(Task objective)
Find every line of the listing below where "down" appears, and copy it.

(Input for this task)
'''
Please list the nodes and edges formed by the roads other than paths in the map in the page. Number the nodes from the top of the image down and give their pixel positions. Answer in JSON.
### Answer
'''
'''
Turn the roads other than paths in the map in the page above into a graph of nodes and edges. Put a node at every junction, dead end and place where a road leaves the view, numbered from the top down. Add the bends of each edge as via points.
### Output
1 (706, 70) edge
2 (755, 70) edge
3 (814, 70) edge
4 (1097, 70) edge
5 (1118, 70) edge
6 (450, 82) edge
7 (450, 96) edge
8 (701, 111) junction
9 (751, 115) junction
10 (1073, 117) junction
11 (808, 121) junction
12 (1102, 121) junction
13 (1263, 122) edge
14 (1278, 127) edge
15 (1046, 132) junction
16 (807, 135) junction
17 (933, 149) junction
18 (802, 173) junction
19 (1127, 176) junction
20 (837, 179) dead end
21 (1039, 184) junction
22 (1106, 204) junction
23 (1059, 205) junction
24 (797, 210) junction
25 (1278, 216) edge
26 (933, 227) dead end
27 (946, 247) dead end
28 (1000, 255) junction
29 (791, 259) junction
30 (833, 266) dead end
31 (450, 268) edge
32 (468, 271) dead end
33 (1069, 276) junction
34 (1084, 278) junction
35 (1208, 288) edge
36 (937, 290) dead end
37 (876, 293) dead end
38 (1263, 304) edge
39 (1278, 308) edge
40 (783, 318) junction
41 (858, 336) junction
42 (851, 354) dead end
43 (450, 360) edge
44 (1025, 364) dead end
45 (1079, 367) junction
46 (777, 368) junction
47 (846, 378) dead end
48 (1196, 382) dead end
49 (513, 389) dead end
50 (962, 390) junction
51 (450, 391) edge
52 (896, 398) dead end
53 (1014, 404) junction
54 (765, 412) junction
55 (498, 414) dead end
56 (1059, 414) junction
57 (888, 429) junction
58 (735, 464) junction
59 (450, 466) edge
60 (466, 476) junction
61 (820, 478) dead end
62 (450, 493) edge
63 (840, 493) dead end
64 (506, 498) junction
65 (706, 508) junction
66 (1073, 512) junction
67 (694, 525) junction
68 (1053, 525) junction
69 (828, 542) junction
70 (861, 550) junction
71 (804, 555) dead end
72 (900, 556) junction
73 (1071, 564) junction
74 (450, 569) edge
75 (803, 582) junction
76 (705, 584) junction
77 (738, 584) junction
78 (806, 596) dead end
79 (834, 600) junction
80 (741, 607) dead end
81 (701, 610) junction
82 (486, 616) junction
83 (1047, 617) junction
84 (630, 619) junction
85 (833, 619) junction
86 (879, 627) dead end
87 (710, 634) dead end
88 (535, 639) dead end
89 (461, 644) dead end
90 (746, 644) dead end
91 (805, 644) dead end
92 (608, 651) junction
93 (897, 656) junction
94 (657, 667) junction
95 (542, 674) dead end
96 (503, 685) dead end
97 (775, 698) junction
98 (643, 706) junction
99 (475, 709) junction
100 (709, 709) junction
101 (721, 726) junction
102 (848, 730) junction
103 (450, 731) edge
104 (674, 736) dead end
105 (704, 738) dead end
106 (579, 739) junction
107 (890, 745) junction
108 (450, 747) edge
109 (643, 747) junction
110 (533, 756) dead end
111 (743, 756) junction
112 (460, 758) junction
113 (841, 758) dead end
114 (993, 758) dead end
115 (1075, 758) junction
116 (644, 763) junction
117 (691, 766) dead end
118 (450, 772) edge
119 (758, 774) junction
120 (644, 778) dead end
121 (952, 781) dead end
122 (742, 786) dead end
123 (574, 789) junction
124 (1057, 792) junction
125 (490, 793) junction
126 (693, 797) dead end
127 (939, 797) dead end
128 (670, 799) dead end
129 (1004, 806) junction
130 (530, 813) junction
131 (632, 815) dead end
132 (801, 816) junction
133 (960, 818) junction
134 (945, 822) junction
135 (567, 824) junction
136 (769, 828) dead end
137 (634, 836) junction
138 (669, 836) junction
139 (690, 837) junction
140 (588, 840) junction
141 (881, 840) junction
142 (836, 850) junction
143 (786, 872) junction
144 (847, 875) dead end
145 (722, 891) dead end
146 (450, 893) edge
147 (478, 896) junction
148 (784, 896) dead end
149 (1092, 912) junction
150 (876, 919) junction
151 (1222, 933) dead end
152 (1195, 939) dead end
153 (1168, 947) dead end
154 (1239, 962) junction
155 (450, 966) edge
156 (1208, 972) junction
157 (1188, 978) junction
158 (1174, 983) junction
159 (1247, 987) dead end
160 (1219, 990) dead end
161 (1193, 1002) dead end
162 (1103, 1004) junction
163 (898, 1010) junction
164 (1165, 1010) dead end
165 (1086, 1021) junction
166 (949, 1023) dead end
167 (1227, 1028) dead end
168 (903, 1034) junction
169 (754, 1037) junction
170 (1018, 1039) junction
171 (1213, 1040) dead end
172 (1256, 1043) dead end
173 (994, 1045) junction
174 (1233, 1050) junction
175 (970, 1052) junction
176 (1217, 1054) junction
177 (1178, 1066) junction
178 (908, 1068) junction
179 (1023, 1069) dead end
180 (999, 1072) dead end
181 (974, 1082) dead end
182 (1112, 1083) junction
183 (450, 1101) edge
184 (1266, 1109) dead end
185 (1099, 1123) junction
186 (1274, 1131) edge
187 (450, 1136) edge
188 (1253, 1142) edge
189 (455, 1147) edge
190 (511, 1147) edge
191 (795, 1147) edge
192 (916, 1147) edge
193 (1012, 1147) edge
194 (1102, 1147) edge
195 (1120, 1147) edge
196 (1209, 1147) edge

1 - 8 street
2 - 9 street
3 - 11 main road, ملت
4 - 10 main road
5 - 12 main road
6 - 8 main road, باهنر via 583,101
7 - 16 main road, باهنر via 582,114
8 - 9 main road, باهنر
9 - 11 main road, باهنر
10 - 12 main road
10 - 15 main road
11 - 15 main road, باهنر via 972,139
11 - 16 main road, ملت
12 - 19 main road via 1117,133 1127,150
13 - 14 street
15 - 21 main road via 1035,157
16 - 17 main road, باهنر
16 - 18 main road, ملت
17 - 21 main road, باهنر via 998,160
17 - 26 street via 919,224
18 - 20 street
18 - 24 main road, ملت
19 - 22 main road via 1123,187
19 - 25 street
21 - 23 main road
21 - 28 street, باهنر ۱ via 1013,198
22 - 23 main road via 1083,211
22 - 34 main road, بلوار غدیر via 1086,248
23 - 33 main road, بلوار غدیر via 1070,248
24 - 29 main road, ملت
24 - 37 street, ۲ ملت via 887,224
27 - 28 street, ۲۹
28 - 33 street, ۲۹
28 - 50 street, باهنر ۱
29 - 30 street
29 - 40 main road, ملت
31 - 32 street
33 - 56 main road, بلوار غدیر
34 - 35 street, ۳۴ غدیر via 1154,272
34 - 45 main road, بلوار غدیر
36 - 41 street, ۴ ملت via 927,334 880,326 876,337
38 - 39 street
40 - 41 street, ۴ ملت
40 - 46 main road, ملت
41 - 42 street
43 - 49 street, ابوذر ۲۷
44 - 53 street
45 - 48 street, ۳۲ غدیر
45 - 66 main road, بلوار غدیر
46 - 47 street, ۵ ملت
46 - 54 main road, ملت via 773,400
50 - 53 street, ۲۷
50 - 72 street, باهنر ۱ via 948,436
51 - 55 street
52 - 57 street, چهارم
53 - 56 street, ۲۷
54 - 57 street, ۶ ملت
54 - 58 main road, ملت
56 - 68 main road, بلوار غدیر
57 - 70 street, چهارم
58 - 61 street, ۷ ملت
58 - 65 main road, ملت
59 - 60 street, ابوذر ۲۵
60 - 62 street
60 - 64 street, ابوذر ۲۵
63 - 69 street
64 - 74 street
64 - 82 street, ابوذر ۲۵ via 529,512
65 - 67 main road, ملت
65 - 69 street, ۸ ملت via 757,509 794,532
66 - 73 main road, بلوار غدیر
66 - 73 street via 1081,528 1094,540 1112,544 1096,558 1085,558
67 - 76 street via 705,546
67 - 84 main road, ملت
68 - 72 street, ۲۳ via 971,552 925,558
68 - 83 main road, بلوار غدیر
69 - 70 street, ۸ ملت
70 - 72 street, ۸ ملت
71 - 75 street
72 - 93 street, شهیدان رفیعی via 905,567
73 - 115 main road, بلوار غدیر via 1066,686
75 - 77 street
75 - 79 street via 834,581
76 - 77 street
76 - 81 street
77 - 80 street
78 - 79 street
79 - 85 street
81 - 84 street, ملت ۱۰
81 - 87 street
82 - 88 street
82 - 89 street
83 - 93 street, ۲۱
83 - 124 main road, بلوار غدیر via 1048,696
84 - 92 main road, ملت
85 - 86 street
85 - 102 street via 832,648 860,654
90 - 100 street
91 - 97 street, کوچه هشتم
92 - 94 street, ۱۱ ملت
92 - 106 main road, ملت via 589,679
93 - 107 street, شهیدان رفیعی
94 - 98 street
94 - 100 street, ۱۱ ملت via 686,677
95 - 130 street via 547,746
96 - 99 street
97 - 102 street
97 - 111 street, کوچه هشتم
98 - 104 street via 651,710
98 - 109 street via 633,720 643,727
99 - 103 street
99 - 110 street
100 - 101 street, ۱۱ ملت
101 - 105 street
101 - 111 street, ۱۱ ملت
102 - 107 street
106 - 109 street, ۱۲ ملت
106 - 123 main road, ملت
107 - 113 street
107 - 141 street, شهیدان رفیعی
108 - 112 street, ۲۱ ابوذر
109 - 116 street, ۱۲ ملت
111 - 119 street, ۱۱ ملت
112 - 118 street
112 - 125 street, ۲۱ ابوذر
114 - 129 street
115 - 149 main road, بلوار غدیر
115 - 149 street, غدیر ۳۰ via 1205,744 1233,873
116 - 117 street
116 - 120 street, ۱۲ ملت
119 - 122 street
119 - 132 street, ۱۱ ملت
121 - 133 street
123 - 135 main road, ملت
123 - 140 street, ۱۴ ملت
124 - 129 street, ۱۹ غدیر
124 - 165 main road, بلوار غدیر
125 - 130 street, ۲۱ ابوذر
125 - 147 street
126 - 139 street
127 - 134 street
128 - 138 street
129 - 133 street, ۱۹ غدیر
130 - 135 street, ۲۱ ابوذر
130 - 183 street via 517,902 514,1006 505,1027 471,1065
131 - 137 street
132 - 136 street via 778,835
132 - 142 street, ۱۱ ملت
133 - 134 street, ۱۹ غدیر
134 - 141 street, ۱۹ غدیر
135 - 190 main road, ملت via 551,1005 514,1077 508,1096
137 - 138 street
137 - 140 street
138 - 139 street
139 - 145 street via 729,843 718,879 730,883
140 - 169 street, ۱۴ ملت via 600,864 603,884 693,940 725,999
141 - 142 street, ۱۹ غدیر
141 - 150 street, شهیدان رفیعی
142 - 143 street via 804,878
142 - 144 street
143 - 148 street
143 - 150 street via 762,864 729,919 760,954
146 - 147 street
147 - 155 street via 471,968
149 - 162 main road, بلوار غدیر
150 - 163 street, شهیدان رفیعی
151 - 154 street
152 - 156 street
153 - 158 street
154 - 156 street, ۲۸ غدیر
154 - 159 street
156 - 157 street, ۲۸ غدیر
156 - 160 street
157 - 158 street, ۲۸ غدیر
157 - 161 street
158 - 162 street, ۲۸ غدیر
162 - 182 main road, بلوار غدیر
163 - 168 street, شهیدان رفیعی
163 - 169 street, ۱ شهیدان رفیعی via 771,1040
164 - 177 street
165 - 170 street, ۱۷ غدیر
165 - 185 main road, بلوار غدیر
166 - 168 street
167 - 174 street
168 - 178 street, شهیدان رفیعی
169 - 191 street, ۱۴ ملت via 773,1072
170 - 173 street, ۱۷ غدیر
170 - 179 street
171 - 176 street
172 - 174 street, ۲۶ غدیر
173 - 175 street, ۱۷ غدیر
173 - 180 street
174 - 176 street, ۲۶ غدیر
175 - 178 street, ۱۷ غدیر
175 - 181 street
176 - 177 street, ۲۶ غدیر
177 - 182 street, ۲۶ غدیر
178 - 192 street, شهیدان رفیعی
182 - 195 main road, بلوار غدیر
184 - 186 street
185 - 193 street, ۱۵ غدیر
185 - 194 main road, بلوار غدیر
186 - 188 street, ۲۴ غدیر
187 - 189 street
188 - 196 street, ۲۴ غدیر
'''
(Task solution)
Please list the nodes and edges formed by the roads other than paths in the map in the page. Number the nodes from the top of the image down and give their pixel positions. Answer in JSON.
Turn the roads other than paths in the map in the page above into a graph of nodes and edges. Put a node at every junction, dead end and place where a road leaves the view, numbered from the top down. Add the bends of each edge as via points.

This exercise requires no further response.